Exercise description = What lines in the material hold the string "main"? Return every one of them.

┌────────

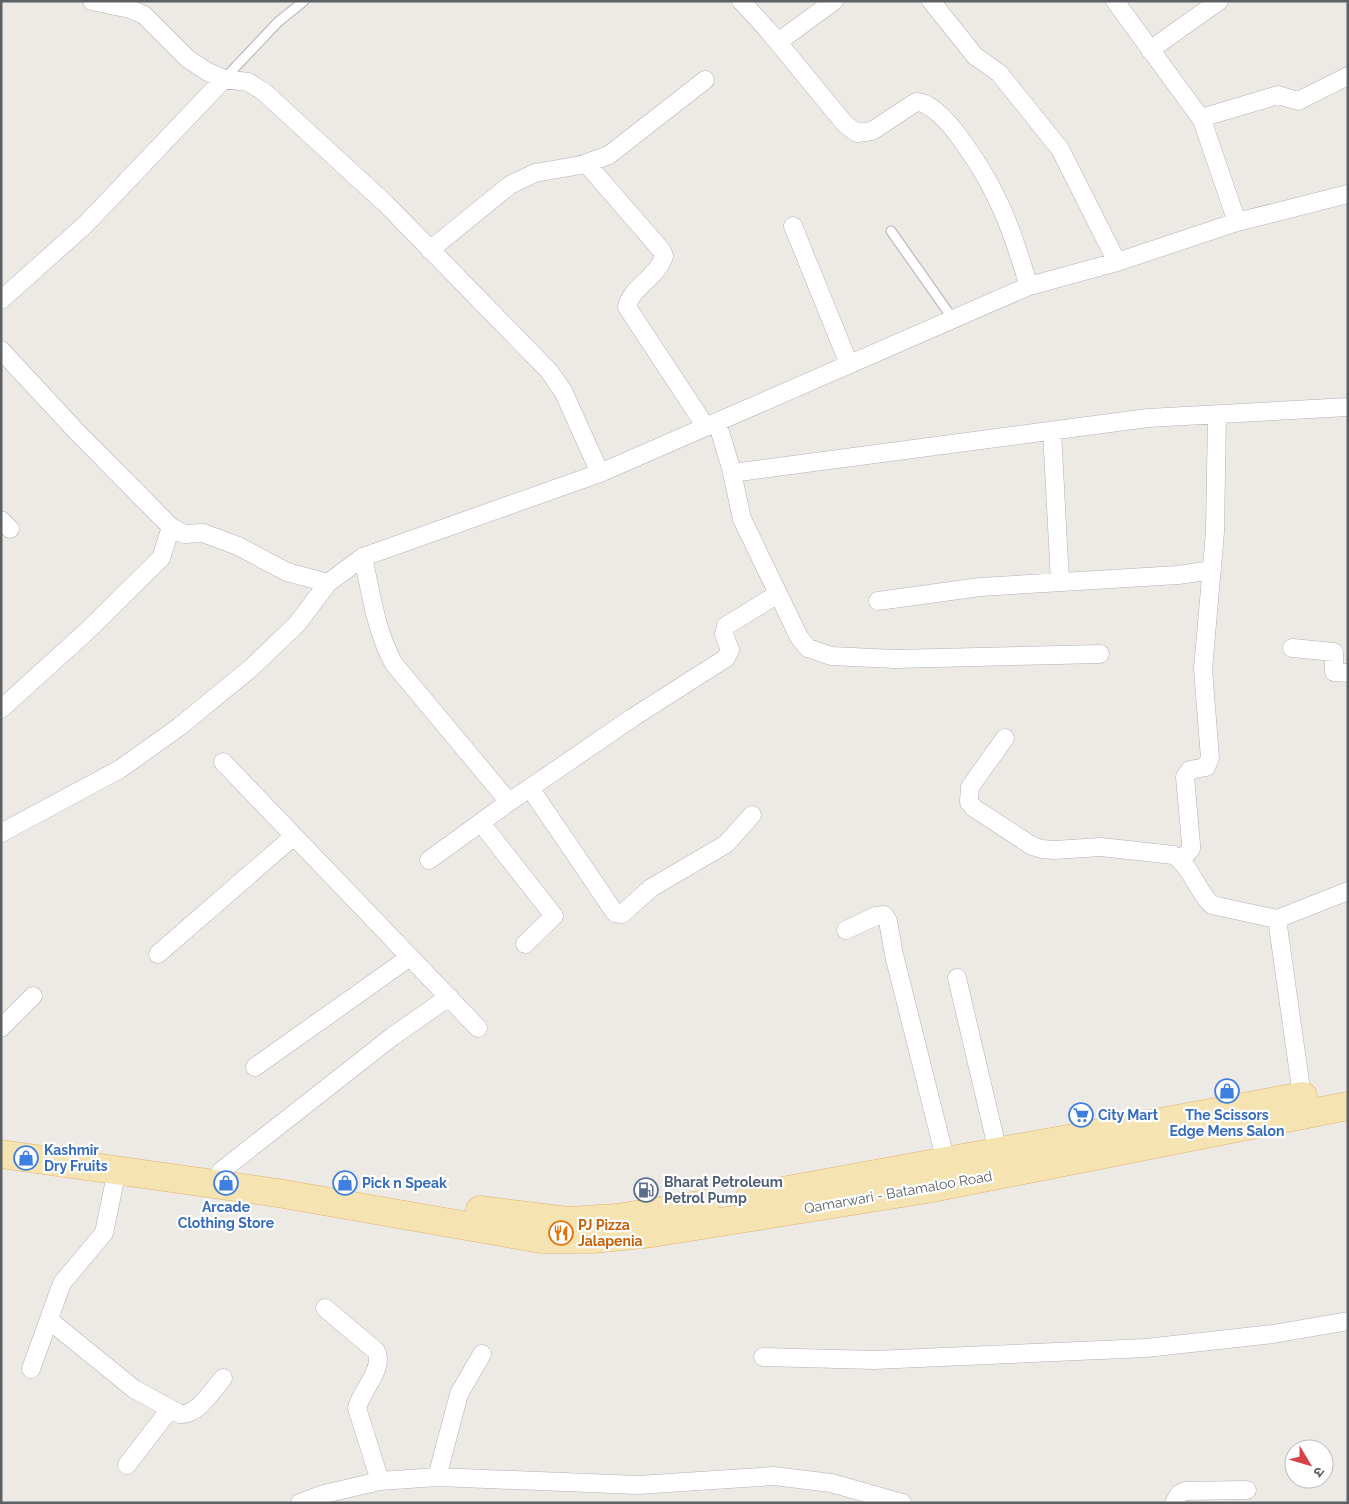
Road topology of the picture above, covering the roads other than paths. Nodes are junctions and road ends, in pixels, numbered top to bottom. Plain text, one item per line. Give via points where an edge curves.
1 (92, 1) edge
2 (304, 1) edge
3 (740, 1) edge
4 (834, 1) edge
5 (931, 1) edge
6 (1116, 1) edge
7 (1219, 1) edge
8 (778, 42) junction
9 (1150, 50) junction
10 (1348, 76) edge
11 (224, 79) junction
12 (705, 80) dead end
13 (1201, 118) junction
14 (586, 163) junction
15 (1348, 194) edge
16 (1237, 222) junction
17 (793, 226) dead end
18 (891, 232) dead end
19 (430, 250) junction
20 (1117, 262) junction
21 (1029, 286) junction
22 (1, 300) edge
23 (952, 319) junction
24 (1, 350) edge
25 (849, 364) junction
26 (1348, 407) edge
27 (1217, 416) junction
28 (711, 424) junction
29 (1052, 431) junction
30 (600, 473) junction
31 (732, 474) junction
32 (171, 527) junction
33 (363, 557) junction
34 (1212, 570) junction
35 (328, 582) junction
36 (1060, 582) junction
37 (778, 594) junction
38 (878, 601) dead end
39 (1292, 648) dead end
40 (1100, 654) dead end
41 (1348, 673) edge
42 (1, 709) edge
43 (1005, 738) dead end
44 (223, 762) dead end
45 (530, 788) junction
46 (509, 802) junction
47 (752, 815) dead end
48 (481, 823) junction
49 (1, 833) edge
50 (294, 836) junction
51 (429, 860) dead end
52 (1181, 860) junction
53 (1348, 891) edge
54 (1277, 919) junction
55 (846, 930) dead end
56 (525, 944) dead end
57 (158, 954) dead end
58 (410, 957) junction
59 (957, 978) dead end
60 (33, 996) dead end
61 (448, 997) junction
62 (1, 1028) edge
63 (478, 1028) dead end
64 (255, 1067) dead end
65 (1348, 1087) edge
66 (1302, 1096) junction
67 (1348, 1106) edge
68 (1, 1138) edge
69 (998, 1152) junction
70 (1, 1154) edge
71 (946, 1162) junction
72 (117, 1170) junction
73 (221, 1171) junction
74 (325, 1308) dead end
75 (48, 1320) junction
76 (1348, 1321) edge
77 (482, 1354) dead end
78 (763, 1357) dead end
79 (31, 1368) dead end
80 (223, 1378) dead end
81 (170, 1409) junction
82 (127, 1465) dead end
83 (437, 1477) junction
84 (380, 1481) junction
85 (1247, 1490) dead end
86 (300, 1503) edge
87 (902, 1503) edge
88 (1174, 1503) edge

1 - 11 street via 144,15 188,59
2 - 11 lane via 278,22
3 - 8 street
4 - 8 street
5 - 20 street via 975,56 999,73 1060,149
6 - 9 street
7 - 9 street
8 - 21 street via 845,124 858,133 872,131 916,102 931,107 945,119 1000,204
9 - 13 street
10 - 13 street via 1298,101 1278,95
11 - 19 street via 248,82 264,92 386,204
11 - 22 street via 86,224
12 - 14 street via 609,155
13 - 16 street
14 - 19 street via 535,173 510,185
14 - 28 street via 662,251 664,256 655,273 633,295 628,307
15 - 16 street
16 - 20 street
17 - 25 street
18 - 23 lane
19 - 30 street via 549,371 563,391
20 - 21 street
21 - 23 street
23 - 25 street
24 - 32 street
25 - 28 street
26 - 27 street
27 - 29 street via 1148,418
27 - 34 street
28 - 30 street
28 - 31 street
29 - 31 street
29 - 36 street
30 - 33 street
31 - 37 street via 742,519
32 - 35 street via 184,534 204,533 238,546 287,572
32 - 42 street via 161,558
33 - 35 street
33 - 46 street via 378,622 394,664
34 - 36 street
34 - 52 street via 1203,669 1210,758 1206,767 1186,774 1191,844
35 - 49 street via 297,624 251,668 179,727 120,768
36 - 38 street via 980,587
37 - 40 street via 799,637 808,648 831,656 896,659
37 - 45 street via 724,628 730,650 726,658
39 - 41 street via 1334,652 1334,672
43 - 52 street via 970,787 969,802 974,808 1032,846 1042,849 1101,847 1172,854
44 - 50 street
45 - 46 street
45 - 47 street via 610,909 619,915 651,888 726,844
46 - 48 street
48 - 51 street
48 - 56 street via 554,916
50 - 57 street
50 - 58 street
52 - 54 street via 1212,904
53 - 54 street
54 - 66 street
55 - 71 street via 876,916 884,915 888,921
58 - 61 street
58 - 64 street
59 - 69 street
60 - 62 street
61 - 63 street
61 - 73 street via 393,1036
65 - 66 main road, Qamarwari - Batamaloo Road
66 - 69 main road, Qamarwari - Batamaloo Road
67 - 72 main road, Qamarwari - Batamaloo Road via 927,1189 593,1240 541,1239 278,1193
68 - 73 main road, Qamarwari - Batamaloo Road
69 - 71 main road, Qamarwari - Batamaloo Road
70 - 72 main road, Qamarwari - Batamaloo Road
71 - 73 main road, Qamarwari - Batamaloo Road via 673,1210 568,1221
72 - 75 street via 104,1233 66,1276
74 - 84 street via 379,1357 357,1408
75 - 79 street
75 - 81 street via 134,1389
76 - 78 street via 1273,1334 1146,1348 874,1360
77 - 83 street via 459,1394
80 - 81 street via 193,1412 186,1414
81 - 82 street
83 - 84 street
83 - 87 street via 638,1485 774,1476 831,1483
84 - 86 street
85 - 88 street via 1185,1491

└────────

Final answer =
65 - 66 main road, Qamarwari - Batamaloo Road
66 - 69 main road, Qamarwari - Batamaloo Road
67 - 72 main road, Qamarwari - Batamaloo Road via 927,1189 593,1240 541,1239 278,1193
68 - 73 main road, Qamarwari - Batamaloo Road
69 - 71 main road, Qamarwari - Batamaloo Road
70 - 72 main road, Qamarwari - Batamaloo Road
71 - 73 main road, Qamarwari - Batamaloo Road via 673,1210 568,1221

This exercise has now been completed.